Talking to Kev Chevell, I got the impression that he is on the outer because he is seen as being “old school”. I don’t think that is a fair assessment of Kev but it probably is of the situation. Today’s coaches, doctors and conditioners are scientists and sports medicine specialists. They are men of science – they fear no worldly terrors. I wonder in all of this science whether they overlook common-bloody-sense. They suppress instinct and misunderstand a sportsman’s mindset. And the sad truth is, that CA and the selectors admit they don’t even know if the rotation policy is beneficial. But it is the safe route. The legally and politically safe route.
I suggest that technology is a big part of the problem. In fact, it is technology ultimately, that has bred Gen Y characteristics. There is no doubt that technology and Gen Y are intertwined. While it is true that portable technology presents more distractions than ever known, I think that is the tip of the iceberg. Gen Y has known nothing but instant gratification.
Since the industrial revolution, technological advances have changed all aspects of life. It has furthered science, causing science and religion to separate (the earth is round, and it does in fact, go around the sun). Its impact on primary industry and commerce has been profound. It has even allowed governments to kill and destroy each other during war in ever more efficient, wholesale and violent ways. In all areas of life, technology has an impact.
Technology is a driver for business. It saves times, makes things more efficient and increases profit. At a personal level, people in the Western World have more leisure time and more wealth and it is largely because of technology. Is it possible that modern sports science is about achieving strength and fitness in the most efficient way? Or to put it another way, by cutting corners. Replacing good, old-fashioned hard work with perceived enlightened methods.
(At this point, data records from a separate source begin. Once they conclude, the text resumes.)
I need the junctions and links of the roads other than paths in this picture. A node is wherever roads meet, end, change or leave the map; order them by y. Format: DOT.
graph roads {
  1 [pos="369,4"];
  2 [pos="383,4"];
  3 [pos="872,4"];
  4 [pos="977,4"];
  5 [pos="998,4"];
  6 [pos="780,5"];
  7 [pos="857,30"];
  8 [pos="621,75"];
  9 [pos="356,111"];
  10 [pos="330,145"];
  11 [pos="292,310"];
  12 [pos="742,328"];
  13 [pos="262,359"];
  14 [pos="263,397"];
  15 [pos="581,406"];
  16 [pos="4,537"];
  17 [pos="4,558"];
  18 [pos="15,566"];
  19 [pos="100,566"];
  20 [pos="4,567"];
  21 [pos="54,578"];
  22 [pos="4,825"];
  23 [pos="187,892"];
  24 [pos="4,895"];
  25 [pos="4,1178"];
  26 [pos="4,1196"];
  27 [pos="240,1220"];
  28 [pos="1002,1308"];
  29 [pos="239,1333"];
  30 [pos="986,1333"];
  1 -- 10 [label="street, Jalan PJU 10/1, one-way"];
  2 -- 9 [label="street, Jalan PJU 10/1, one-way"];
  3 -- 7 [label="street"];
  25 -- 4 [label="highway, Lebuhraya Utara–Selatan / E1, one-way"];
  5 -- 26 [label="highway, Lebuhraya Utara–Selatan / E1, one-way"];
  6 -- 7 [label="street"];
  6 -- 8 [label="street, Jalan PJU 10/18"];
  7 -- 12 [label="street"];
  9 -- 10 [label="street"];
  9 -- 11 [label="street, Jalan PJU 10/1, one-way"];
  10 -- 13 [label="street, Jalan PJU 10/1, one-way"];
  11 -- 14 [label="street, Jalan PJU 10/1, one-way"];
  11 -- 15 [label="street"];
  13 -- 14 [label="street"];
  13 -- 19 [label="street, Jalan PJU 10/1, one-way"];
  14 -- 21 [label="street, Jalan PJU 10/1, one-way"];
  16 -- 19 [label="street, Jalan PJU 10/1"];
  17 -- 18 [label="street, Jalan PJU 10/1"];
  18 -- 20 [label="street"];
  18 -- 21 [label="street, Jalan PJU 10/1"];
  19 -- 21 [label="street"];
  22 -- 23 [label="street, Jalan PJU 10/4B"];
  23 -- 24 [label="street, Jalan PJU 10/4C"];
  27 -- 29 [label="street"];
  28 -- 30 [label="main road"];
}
I once read this as the definition of a coach: The coach’s role is to make men do what they don’t want to do, to enable them to achieve the things they want to achieve. That’s what Chevell does. When he started training McGrath, McGrath was a weed. He trained hard, lived with Chevell and was fed around the clock. Chevell would wake McGrath, just like a newborn, for his 2 a.m. feed. Whatever it takes. Chevell commented that he didn’t use dietary supplements – if you eat the right food and drink and enough of it, that is all the fuel you need. I get the impression, that like any niche occupation, that the sports medicine people try to make it more complicated than it is, to ensure that their job is necessary.
Early this year, I saw Mike Whitney interview Pat Cummins and the topic got onto the bowler rotation policy, fitness and injuries. Whitney gave us his fitness regime from his playing days. He ran at least 10 kilometres everyday, in the middle of the day, on the road. He did that because that is what he had to do in a match. He bowled in the heat of the day on rock hard surfaces. Is that seen as too simplistic? Not scientific enough? Well, it makes sense. Kev Chevell used similar approaches. He used a lot more varied training methods but the approach was to make the athlete do things that were harder than they had to do in a match. That was good for the mind and the body. I just don’t see that happening today.
Hard work has worked in the past and there is no reason why it should not work today. The cricketers’ bodies are physiologically the same and the game is the same. There are some factors like travelling and playing more, and varied types of cricket but perhaps too much is made of that. And I’m sorry to say, we didn’t buy Kev’s lounge.